Action item: Without leaving out a single line, copy the records exactly.
--- Records provided Enclosed Below ---
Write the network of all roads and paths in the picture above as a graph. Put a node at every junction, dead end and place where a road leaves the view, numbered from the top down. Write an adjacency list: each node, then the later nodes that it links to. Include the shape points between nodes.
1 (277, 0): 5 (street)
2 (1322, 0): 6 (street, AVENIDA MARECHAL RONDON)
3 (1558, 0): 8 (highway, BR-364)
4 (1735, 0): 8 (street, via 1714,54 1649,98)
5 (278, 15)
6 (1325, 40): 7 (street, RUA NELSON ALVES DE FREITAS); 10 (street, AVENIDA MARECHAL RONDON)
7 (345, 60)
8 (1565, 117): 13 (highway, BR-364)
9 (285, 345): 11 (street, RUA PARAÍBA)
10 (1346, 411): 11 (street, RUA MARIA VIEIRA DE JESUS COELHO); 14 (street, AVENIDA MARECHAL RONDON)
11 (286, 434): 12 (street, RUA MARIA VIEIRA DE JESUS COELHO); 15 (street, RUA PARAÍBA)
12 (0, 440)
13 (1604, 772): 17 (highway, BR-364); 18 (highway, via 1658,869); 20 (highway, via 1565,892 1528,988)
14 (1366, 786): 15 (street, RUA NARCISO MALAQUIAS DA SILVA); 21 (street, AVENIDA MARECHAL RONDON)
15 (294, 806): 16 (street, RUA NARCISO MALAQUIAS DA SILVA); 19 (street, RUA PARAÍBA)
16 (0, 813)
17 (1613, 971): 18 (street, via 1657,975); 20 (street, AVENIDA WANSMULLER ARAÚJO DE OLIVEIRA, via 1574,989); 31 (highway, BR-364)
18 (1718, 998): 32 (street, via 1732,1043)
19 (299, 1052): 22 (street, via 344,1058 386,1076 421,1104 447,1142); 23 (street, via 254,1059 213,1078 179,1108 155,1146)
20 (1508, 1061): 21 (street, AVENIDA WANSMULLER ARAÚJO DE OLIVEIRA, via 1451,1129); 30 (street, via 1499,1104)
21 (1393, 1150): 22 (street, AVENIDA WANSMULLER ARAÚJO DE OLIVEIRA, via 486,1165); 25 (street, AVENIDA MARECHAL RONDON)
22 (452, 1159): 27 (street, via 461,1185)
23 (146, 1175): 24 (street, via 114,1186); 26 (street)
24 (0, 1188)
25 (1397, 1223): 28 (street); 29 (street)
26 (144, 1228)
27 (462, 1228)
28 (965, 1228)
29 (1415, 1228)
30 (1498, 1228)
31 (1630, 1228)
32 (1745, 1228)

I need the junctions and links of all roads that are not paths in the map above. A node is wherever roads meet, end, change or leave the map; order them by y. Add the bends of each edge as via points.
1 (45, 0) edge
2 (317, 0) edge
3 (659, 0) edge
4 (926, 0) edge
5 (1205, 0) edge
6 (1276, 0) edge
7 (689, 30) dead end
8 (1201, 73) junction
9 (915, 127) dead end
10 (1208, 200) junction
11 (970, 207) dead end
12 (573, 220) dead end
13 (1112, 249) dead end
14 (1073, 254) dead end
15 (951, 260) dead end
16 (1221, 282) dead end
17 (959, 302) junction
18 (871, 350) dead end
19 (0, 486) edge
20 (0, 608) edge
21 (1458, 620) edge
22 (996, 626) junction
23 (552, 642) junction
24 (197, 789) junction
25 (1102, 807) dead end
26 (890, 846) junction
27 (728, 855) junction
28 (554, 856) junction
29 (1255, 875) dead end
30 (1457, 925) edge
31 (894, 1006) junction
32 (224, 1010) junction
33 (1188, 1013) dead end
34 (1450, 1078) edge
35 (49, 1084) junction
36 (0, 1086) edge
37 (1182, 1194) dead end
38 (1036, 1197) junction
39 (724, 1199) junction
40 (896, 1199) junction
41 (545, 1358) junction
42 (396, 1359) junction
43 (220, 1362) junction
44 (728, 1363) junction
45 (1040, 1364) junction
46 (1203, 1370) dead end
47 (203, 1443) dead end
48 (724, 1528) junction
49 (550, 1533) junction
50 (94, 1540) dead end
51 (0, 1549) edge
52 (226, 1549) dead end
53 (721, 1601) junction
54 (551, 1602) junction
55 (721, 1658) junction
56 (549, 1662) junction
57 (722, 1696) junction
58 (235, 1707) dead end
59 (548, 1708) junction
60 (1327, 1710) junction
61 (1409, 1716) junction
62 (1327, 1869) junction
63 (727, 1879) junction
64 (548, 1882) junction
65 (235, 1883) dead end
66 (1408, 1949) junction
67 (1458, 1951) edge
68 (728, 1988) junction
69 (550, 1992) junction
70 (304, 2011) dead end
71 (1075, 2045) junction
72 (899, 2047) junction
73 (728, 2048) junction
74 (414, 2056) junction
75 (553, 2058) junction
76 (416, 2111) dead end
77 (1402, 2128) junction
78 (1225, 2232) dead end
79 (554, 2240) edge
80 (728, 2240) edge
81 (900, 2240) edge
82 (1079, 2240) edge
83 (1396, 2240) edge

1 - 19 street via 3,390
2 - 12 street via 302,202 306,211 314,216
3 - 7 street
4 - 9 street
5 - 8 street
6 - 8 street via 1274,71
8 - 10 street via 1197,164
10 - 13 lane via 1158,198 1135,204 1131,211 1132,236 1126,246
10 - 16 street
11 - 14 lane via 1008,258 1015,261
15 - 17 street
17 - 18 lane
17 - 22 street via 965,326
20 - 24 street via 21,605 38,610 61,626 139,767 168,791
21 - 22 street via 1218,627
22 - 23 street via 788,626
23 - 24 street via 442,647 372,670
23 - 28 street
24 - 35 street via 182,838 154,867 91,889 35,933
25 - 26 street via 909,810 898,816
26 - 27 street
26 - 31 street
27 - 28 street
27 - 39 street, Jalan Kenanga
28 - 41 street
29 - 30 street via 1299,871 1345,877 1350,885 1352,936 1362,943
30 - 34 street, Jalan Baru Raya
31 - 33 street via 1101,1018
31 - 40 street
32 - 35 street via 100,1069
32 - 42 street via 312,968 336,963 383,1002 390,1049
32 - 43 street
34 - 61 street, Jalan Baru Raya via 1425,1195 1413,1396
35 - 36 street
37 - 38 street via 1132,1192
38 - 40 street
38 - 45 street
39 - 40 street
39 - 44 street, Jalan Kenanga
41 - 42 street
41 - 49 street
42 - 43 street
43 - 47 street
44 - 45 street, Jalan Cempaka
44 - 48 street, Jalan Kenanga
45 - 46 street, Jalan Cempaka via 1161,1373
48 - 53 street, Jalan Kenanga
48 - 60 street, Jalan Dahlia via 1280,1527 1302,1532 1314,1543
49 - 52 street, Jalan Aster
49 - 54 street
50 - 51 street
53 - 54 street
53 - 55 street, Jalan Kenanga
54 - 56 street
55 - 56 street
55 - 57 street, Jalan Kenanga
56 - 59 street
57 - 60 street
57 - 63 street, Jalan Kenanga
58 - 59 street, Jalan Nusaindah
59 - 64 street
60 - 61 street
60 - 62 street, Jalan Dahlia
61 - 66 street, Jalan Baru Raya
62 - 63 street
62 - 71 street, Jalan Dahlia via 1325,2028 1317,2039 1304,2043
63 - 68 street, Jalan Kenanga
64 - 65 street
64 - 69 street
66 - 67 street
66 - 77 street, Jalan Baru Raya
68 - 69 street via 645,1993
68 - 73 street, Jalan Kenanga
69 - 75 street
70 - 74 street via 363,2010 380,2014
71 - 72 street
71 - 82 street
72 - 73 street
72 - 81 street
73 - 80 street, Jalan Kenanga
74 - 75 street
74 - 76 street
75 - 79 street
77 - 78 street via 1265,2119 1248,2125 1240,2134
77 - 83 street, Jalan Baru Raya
--- End of Enclosed Records provided ---
Result for this task:
Write the network of all roads and paths in the picture above as a graph. Put a node at every junction, dead end and place where a road leaves the view, numbered from the top down. Write an adjacency list: each node, then the later nodes that it links to. Include the shape points between nodes.
1 (277, 0): 5 (street)
2 (1322, 0): 6 (street, AVENIDA MARECHAL RONDON)
3 (1558, 0): 8 (highway, BR-364)
4 (1735, 0): 8 (street, via 1714,54 1649,98)
5 (278, 15)
6 (1325, 40): 7 (street, RUA NELSON ALVES DE FREITAS); 10 (street, AVENIDA MARECHAL RONDON)
7 (345, 60)
8 (1565, 117): 13 (highway, BR-364)
9 (285, 345): 11 (street, RUA PARAÍBA)
10 (1346, 411): 11 (street, RUA MARIA VIEIRA DE JESUS COELHO); 14 (street, AVENIDA MARECHAL RONDON)
11 (286, 434): 12 (street, RUA MARIA VIEIRA DE JESUS COELHO); 15 (street, RUA PARAÍBA)
12 (0, 440)
13 (1604, 772): 17 (highway, BR-364); 18 (highway, via 1658,869); 20 (highway, via 1565,892 1528,988)
14 (1366, 786): 15 (street, RUA NARCISO MALAQUIAS DA SILVA); 21 (street, AVENIDA MARECHAL RONDON)
15 (294, 806): 16 (street, RUA NARCISO MALAQUIAS DA SILVA); 19 (street, RUA PARAÍBA)
16 (0, 813)
17 (1613, 971): 18 (street, via 1657,975); 20 (street, AVENIDA WANSMULLER ARAÚJO DE OLIVEIRA, via 1574,989); 31 (highway, BR-364)
18 (1718, 998): 32 (street, via 1732,1043)
19 (299, 1052): 22 (street, via 344,1058 386,1076 421,1104 447,1142); 23 (street, via 254,1059 213,1078 179,1108 155,1146)
20 (1508, 1061): 21 (street, AVENIDA WANSMULLER ARAÚJO DE OLIVEIRA, via 1451,1129); 30 (street, via 1499,1104)
21 (1393, 1150): 22 (street, AVENIDA WANSMULLER ARAÚJO DE OLIVEIRA, via 486,1165); 25 (street, AVENIDA MARECHAL RONDON)
22 (452, 1159): 27 (street, via 461,1185)
23 (146, 1175): 24 (street, via 114,1186); 26 (street)
24 (0, 1188)
25 (1397, 1223): 28 (street); 29 (street)
26 (144, 1228)
27 (462, 1228)
28 (965, 1228)
29 (1415, 1228)
30 (1498, 1228)
31 (1630, 1228)
32 (1745, 1228)

I need the junctions and links of all roads that are not paths in the map above. A node is wherever roads meet, end, change or leave the map; order them by y. Add the bends of each edge as via points.
1 (45, 0) edge
2 (317, 0) edge
3 (659, 0) edge
4 (926, 0) edge
5 (1205, 0) edge
6 (1276, 0) edge
7 (689, 30) dead end
8 (1201, 73) junction
9 (915, 127) dead end
10 (1208, 200) junction
11 (970, 207) dead end
12 (573, 220) dead end
13 (1112, 249) dead end
14 (1073, 254) dead end
15 (951, 260) dead end
16 (1221, 282) dead end
17 (959, 302) junction
18 (871, 350) dead end
19 (0, 486) edge
20 (0, 608) edge
21 (1458, 620) edge
22 (996, 626) junction
23 (552, 642) junction
24 (197, 789) junction
25 (1102, 807) dead end
26 (890, 846) junction
27 (728, 855) junction
28 (554, 856) junction
29 (1255, 875) dead end
30 (1457, 925) edge
31 (894, 1006) junction
32 (224, 1010) junction
33 (1188, 1013) dead end
34 (1450, 1078) edge
35 (49, 1084) junction
36 (0, 1086) edge
37 (1182, 1194) dead end
38 (1036, 1197) junction
39 (724, 1199) junction
40 (896, 1199) junction
41 (545, 1358) junction
42 (396, 1359) junction
43 (220, 1362) junction
44 (728, 1363) junction
45 (1040, 1364) junction
46 (1203, 1370) dead end
47 (203, 1443) dead end
48 (724, 1528) junction
49 (550, 1533) junction
50 (94, 1540) dead end
51 (0, 1549) edge
52 (226, 1549) dead end
53 (721, 1601) junction
54 (551, 1602) junction
55 (721, 1658) junction
56 (549, 1662) junction
57 (722, 1696) junction
58 (235, 1707) dead end
59 (548, 1708) junction
60 (1327, 1710) junction
61 (1409, 1716) junction
62 (1327, 1869) junction
63 (727, 1879) junction
64 (548, 1882) junction
65 (235, 1883) dead end
66 (1408, 1949) junction
67 (1458, 1951) edge
68 (728, 1988) junction
69 (550, 1992) junction
70 (304, 2011) dead end
71 (1075, 2045) junction
72 (899, 2047) junction
73 (728, 2048) junction
74 (414, 2056) junction
75 (553, 2058) junction
76 (416, 2111) dead end
77 (1402, 2128) junction
78 (1225, 2232) dead end
79 (554, 2240) edge
80 (728, 2240) edge
81 (900, 2240) edge
82 (1079, 2240) edge
83 (1396, 2240) edge

1 - 19 street via 3,390
2 - 12 street via 302,202 306,211 314,216
3 - 7 street
4 - 9 street
5 - 8 street
6 - 8 street via 1274,71
8 - 10 street via 1197,164
10 - 13 lane via 1158,198 1135,204 1131,211 1132,236 1126,246
10 - 16 street
11 - 14 lane via 1008,258 1015,261
15 - 17 street
17 - 18 lane
17 - 22 street via 965,326
20 - 24 street via 21,605 38,610 61,626 139,767 168,791
21 - 22 street via 1218,627
22 - 23 street via 788,626
23 - 24 street via 442,647 372,670
23 - 28 street
24 - 35 street via 182,838 154,867 91,889 35,933
25 - 26 street via 909,810 898,816
26 - 27 street
26 - 31 street
27 - 28 street
27 - 39 street, Jalan Kenanga
28 - 41 street
29 - 30 street via 1299,871 1345,877 1350,885 1352,936 1362,943
30 - 34 street, Jalan Baru Raya
31 - 33 street via 1101,1018
31 - 40 street
32 - 35 street via 100,1069
32 - 42 street via 312,968 336,963 383,1002 390,1049
32 - 43 street
34 - 61 street, Jalan Baru Raya via 1425,1195 1413,1396
35 - 36 street
37 - 38 street via 1132,1192
38 - 40 street
38 - 45 street
39 - 40 street
39 - 44 street, Jalan Kenanga
41 - 42 street
41 - 49 street
42 - 43 street
43 - 47 street
44 - 45 street, Jalan Cempaka
44 - 48 street, Jalan Kenanga
45 - 46 street, Jalan Cempaka via 1161,1373
48 - 53 street, Jalan Kenanga
48 - 60 street, Jalan Dahlia via 1280,1527 1302,1532 1314,1543
49 - 52 street, Jalan Aster
49 - 54 street
50 - 51 street
53 - 54 street
53 - 55 street, Jalan Kenanga
54 - 56 street
55 - 56 street
55 - 57 street, Jalan Kenanga
56 - 59 street
57 - 60 street
57 - 63 street, Jalan Kenanga
58 - 59 street, Jalan Nusaindah
59 - 64 street
60 - 61 street
60 - 62 street, Jalan Dahlia
61 - 66 street, Jalan Baru Raya
62 - 63 street
62 - 71 street, Jalan Dahlia via 1325,2028 1317,2039 1304,2043
63 - 68 street, Jalan Kenanga
64 - 65 street
64 - 69 street
66 - 67 street
66 - 77 street, Jalan Baru Raya
68 - 69 street via 645,1993
68 - 73 street, Jalan Kenanga
69 - 75 street
70 - 74 street via 363,2010 380,2014
71 - 72 street
71 - 82 street
72 - 73 street
72 - 81 street
73 - 80 street, Jalan Kenanga
74 - 75 street
74 - 76 street
75 - 79 street
77 - 78 street via 1265,2119 1248,2125 1240,2134
77 - 83 street, Jalan Baru Raya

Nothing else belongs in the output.